*** Opening Data for this exercise ***

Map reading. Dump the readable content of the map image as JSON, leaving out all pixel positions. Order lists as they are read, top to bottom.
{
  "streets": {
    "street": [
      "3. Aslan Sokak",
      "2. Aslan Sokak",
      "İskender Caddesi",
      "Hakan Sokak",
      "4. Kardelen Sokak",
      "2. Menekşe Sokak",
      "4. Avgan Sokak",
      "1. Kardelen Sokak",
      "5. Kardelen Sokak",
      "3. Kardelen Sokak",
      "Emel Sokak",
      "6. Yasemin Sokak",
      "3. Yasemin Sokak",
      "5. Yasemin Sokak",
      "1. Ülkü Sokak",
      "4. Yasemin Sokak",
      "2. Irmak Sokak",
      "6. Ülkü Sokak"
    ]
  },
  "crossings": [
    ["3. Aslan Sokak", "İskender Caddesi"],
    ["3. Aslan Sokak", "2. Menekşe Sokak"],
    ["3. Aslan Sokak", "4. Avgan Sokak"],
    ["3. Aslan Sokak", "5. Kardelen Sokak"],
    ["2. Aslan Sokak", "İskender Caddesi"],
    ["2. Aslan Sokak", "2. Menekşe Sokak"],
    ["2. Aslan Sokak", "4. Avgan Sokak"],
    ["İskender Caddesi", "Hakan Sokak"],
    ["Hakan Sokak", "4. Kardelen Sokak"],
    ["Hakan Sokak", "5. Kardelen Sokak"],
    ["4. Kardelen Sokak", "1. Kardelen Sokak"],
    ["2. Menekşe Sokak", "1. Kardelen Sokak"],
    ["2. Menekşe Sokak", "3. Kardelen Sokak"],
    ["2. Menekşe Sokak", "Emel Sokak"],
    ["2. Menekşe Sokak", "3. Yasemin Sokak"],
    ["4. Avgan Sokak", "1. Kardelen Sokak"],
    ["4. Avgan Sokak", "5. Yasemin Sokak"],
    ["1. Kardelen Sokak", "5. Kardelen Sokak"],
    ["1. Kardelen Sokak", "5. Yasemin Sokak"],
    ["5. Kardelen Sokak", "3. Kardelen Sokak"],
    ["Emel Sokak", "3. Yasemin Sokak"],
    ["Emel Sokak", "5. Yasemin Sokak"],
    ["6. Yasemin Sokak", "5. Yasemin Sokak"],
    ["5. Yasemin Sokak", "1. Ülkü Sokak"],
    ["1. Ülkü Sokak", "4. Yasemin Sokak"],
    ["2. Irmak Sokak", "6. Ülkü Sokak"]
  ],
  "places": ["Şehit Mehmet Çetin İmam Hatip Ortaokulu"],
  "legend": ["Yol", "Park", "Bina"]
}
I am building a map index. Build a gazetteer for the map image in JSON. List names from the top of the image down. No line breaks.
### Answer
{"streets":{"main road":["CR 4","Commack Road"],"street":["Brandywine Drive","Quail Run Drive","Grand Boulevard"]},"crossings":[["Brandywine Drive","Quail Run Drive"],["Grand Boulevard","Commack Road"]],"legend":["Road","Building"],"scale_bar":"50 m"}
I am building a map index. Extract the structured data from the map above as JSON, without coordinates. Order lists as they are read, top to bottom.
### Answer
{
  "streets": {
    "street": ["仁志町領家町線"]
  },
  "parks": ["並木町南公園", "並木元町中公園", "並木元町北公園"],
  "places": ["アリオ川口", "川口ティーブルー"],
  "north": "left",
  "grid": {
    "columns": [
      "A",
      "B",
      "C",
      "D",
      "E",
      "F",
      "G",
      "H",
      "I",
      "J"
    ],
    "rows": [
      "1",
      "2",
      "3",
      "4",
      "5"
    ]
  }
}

*** Closing Data for this exercise ***

▸ **About this exercise**
Your answer should consist of each line above in which "Hakan" appears.

▸ **Answer to this task**
      "Hakan Sokak",
    ["İskender Caddesi", "Hakan Sokak"],
    ["Hakan Sokak", "4. Kardelen Sokak"],
    ["Hakan Sokak", "5. Kardelen Sokak"],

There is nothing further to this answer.